* Your objective
Please retype the entries below word for word, passing over every picture.
===== Data excerpts
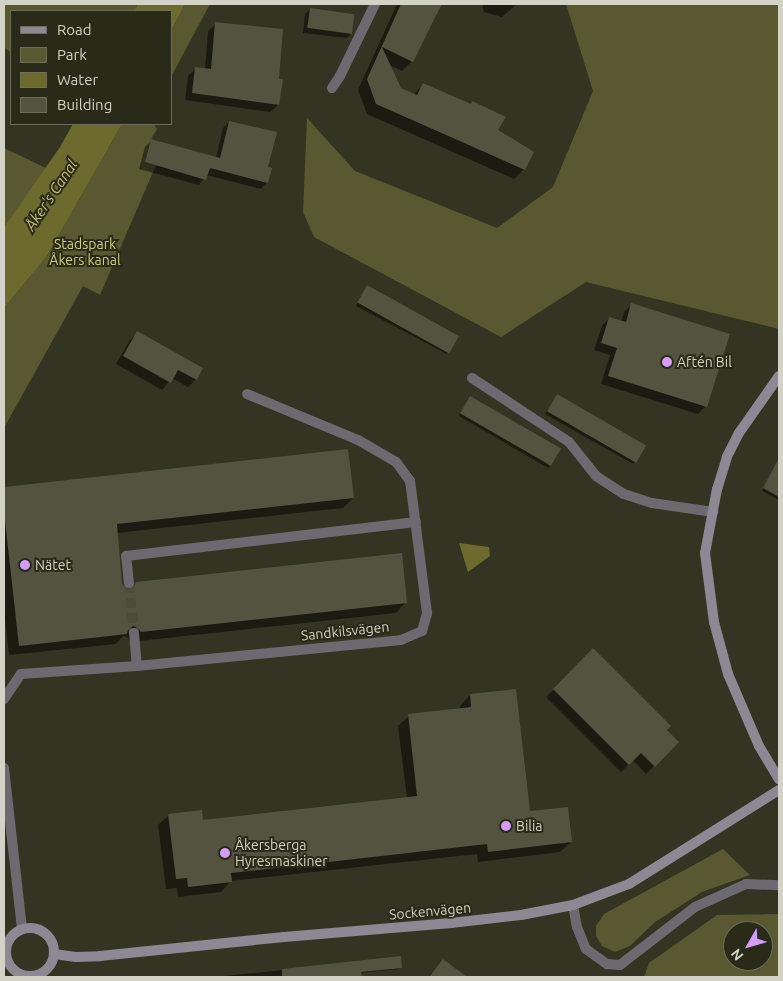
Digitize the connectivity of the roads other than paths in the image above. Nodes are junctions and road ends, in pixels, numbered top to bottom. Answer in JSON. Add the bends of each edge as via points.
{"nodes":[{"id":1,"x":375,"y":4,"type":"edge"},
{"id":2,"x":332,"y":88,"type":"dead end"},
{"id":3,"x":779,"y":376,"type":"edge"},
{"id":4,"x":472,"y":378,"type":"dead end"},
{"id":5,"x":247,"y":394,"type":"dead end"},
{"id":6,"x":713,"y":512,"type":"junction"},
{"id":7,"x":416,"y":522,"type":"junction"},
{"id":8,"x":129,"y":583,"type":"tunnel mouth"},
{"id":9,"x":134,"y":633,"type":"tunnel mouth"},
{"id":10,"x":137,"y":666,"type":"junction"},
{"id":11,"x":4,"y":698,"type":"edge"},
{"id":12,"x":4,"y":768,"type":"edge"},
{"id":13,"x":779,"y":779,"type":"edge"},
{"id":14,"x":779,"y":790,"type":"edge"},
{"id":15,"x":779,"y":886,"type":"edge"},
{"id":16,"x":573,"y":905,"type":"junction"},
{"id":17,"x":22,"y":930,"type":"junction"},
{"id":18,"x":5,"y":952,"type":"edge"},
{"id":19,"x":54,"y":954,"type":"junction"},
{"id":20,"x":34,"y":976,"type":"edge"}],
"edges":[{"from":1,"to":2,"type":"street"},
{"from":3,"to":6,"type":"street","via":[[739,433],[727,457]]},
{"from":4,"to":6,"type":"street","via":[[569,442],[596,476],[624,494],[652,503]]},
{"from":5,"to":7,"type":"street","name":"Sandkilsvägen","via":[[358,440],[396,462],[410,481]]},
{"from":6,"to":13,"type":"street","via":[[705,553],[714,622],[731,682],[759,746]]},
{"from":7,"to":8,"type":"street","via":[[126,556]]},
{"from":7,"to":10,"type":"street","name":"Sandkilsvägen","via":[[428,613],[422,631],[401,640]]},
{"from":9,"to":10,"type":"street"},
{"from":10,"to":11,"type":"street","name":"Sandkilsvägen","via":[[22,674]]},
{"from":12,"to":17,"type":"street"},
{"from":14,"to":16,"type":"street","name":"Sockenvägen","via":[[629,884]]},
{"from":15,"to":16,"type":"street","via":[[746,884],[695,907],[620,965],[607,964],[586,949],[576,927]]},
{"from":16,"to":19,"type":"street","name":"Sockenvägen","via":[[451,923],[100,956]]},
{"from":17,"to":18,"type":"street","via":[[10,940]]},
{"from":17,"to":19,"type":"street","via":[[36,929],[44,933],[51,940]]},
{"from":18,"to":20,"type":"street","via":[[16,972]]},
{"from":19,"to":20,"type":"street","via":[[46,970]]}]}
==========
* Result for this exercise
Digitize the connectivity of the roads other than paths in the image above. Nodes are junctions and road ends, in pixels, numbered top to bottom. Answer in JSON. Add the bends of each edge as via points.
{"nodes":[{"id":1,"x":375,"y":4,"type":"edge"},
{"id":2,"x":332,"y":88,"type":"dead end"},
{"id":3,"x":779,"y":376,"type":"edge"},
{"id":4,"x":472,"y":378,"type":"dead end"},
{"id":5,"x":247,"y":394,"type":"dead end"},
{"id":6,"x":713,"y":512,"type":"junction"},
{"id":7,"x":416,"y":522,"type":"junction"},
{"id":8,"x":129,"y":583,"type":"tunnel mouth"},
{"id":9,"x":134,"y":633,"type":"tunnel mouth"},
{"id":10,"x":137,"y":666,"type":"junction"},
{"id":11,"x":4,"y":698,"type":"edge"},
{"id":12,"x":4,"y":768,"type":"edge"},
{"id":13,"x":779,"y":779,"type":"edge"},
{"id":14,"x":779,"y":790,"type":"edge"},
{"id":15,"x":779,"y":886,"type":"edge"},
{"id":16,"x":573,"y":905,"type":"junction"},
{"id":17,"x":22,"y":930,"type":"junction"},
{"id":18,"x":5,"y":952,"type":"edge"},
{"id":19,"x":54,"y":954,"type":"junction"},
{"id":20,"x":34,"y":976,"type":"edge"}],
"edges":[{"from":1,"to":2,"type":"street"},
{"from":3,"to":6,"type":"street","via":[[739,433],[727,457]]},
{"from":4,"to":6,"type":"street","via":[[569,442],[596,476],[624,494],[652,503]]},
{"from":5,"to":7,"type":"street","name":"Sandkilsvägen","via":[[358,440],[396,462],[410,481]]},
{"from":6,"to":13,"type":"street","via":[[705,553],[714,622],[731,682],[759,746]]},
{"from":7,"to":8,"type":"street","via":[[126,556]]},
{"from":7,"to":10,"type":"street","name":"Sandkilsvägen","via":[[428,613],[422,631],[401,640]]},
{"from":9,"to":10,"type":"street"},
{"from":10,"to":11,"type":"street","name":"Sandkilsvägen","via":[[22,674]]},
{"from":12,"to":17,"type":"street"},
{"from":14,"to":16,"type":"street","name":"Sockenvägen","via":[[629,884]]},
{"from":15,"to":16,"type":"street","via":[[746,884],[695,907],[620,965],[607,964],[586,949],[576,927]]},
{"from":16,"to":19,"type":"street","name":"Sockenvägen","via":[[451,923],[100,956]]},
{"from":17,"to":18,"type":"street","via":[[10,940]]},
{"from":17,"to":19,"type":"street","via":[[36,929],[44,933],[51,940]]},
{"from":18,"to":20,"type":"street","via":[[16,972]]},
{"from":19,"to":20,"type":"street","via":[[46,970]]}]}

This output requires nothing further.